▸ The problem
Please give back the listing below word for word, without the images.

▸ Task inputs
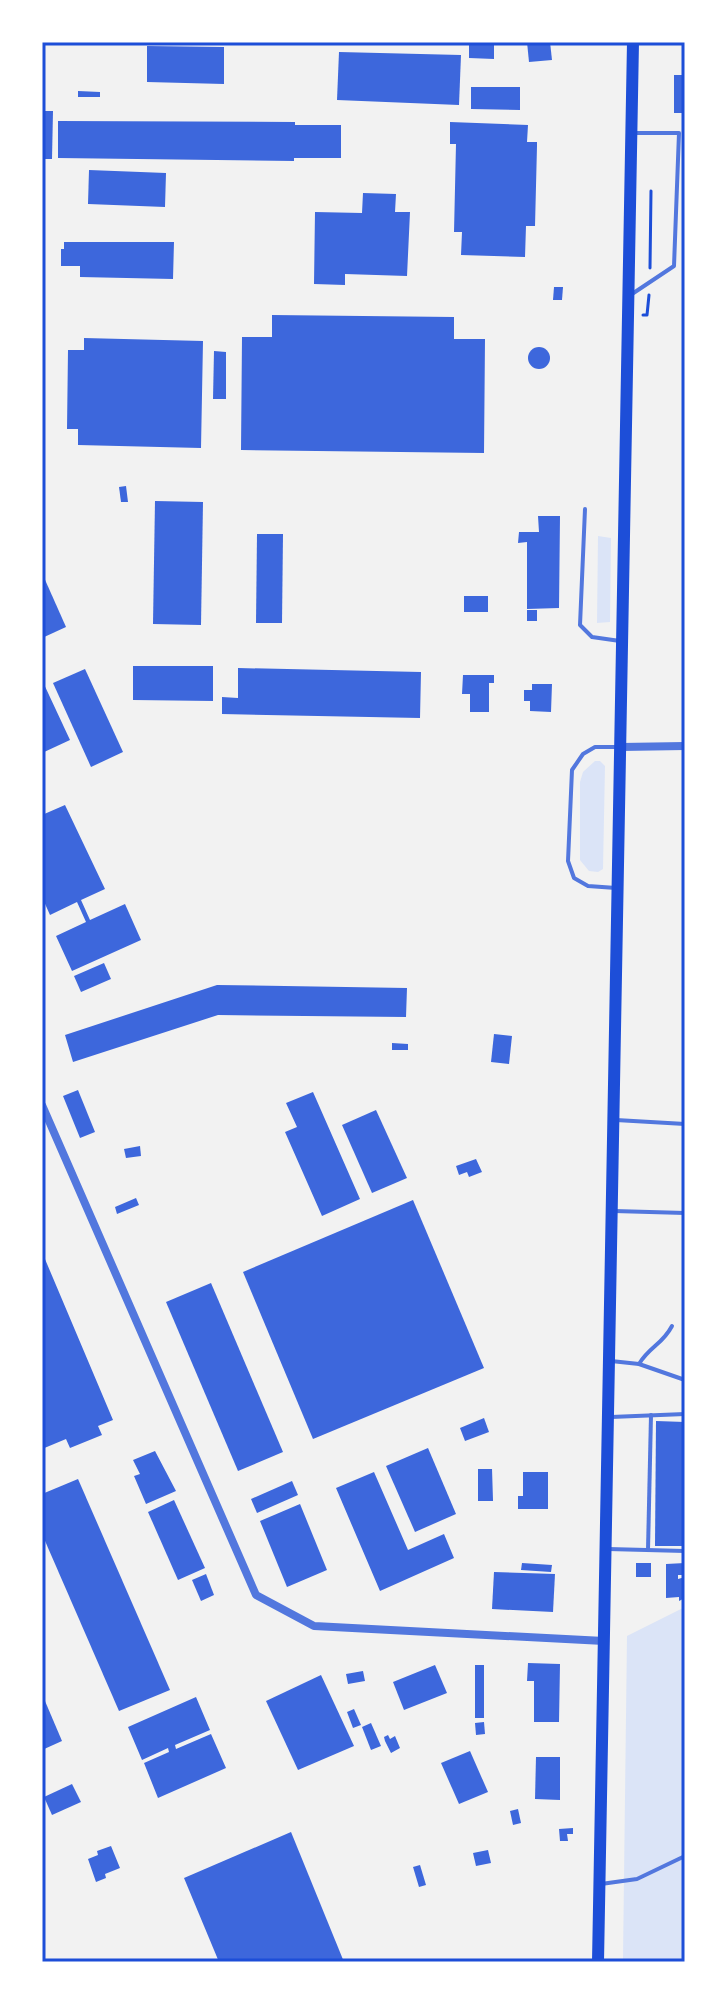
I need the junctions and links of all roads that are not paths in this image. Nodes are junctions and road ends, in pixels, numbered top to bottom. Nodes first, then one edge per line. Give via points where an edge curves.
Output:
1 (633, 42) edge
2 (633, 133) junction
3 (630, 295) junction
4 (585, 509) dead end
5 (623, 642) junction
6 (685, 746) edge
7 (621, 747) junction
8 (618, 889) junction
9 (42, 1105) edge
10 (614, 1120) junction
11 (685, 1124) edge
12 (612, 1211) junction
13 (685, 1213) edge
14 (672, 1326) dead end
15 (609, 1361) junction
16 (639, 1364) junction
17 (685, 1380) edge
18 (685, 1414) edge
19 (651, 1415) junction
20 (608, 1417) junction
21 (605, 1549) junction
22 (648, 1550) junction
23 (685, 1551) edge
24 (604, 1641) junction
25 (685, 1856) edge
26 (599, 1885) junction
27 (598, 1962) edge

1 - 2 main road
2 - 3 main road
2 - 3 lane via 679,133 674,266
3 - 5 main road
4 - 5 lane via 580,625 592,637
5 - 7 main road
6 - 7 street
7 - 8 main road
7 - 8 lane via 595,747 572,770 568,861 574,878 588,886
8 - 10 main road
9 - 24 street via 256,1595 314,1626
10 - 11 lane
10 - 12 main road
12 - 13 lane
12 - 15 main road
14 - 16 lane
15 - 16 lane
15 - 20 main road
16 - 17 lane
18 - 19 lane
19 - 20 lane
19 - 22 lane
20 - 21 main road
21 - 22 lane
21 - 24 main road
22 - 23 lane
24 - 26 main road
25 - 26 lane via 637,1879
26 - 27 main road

▸ Result of the exercise
I need the junctions and links of all roads that are not paths in this image. Nodes are junctions and road ends, in pixels, numbered top to bottom. Nodes first, then one edge per line. Give via points where an edge curves.
Output:
1 (633, 42) edge
2 (633, 133) junction
3 (630, 295) junction
4 (585, 509) dead end
5 (623, 642) junction
6 (685, 746) edge
7 (621, 747) junction
8 (618, 889) junction
9 (42, 1105) edge
10 (614, 1120) junction
11 (685, 1124) edge
12 (612, 1211) junction
13 (685, 1213) edge
14 (672, 1326) dead end
15 (609, 1361) junction
16 (639, 1364) junction
17 (685, 1380) edge
18 (685, 1414) edge
19 (651, 1415) junction
20 (608, 1417) junction
21 (605, 1549) junction
22 (648, 1550) junction
23 (685, 1551) edge
24 (604, 1641) junction
25 (685, 1856) edge
26 (599, 1885) junction
27 (598, 1962) edge

1 - 2 main road
2 - 3 main road
2 - 3 lane via 679,133 674,266
3 - 5 main road
4 - 5 lane via 580,625 592,637
5 - 7 main road
6 - 7 street
7 - 8 main road
7 - 8 lane via 595,747 572,770 568,861 574,878 588,886
8 - 10 main road
9 - 24 street via 256,1595 314,1626
10 - 11 lane
10 - 12 main road
12 - 13 lane
12 - 15 main road
14 - 16 lane
15 - 16 lane
15 - 20 main road
16 - 17 lane
18 - 19 lane
19 - 20 lane
19 - 22 lane
20 - 21 main road
21 - 22 lane
21 - 24 main road
22 - 23 lane
24 - 26 main road
25 - 26 lane via 637,1879
26 - 27 main road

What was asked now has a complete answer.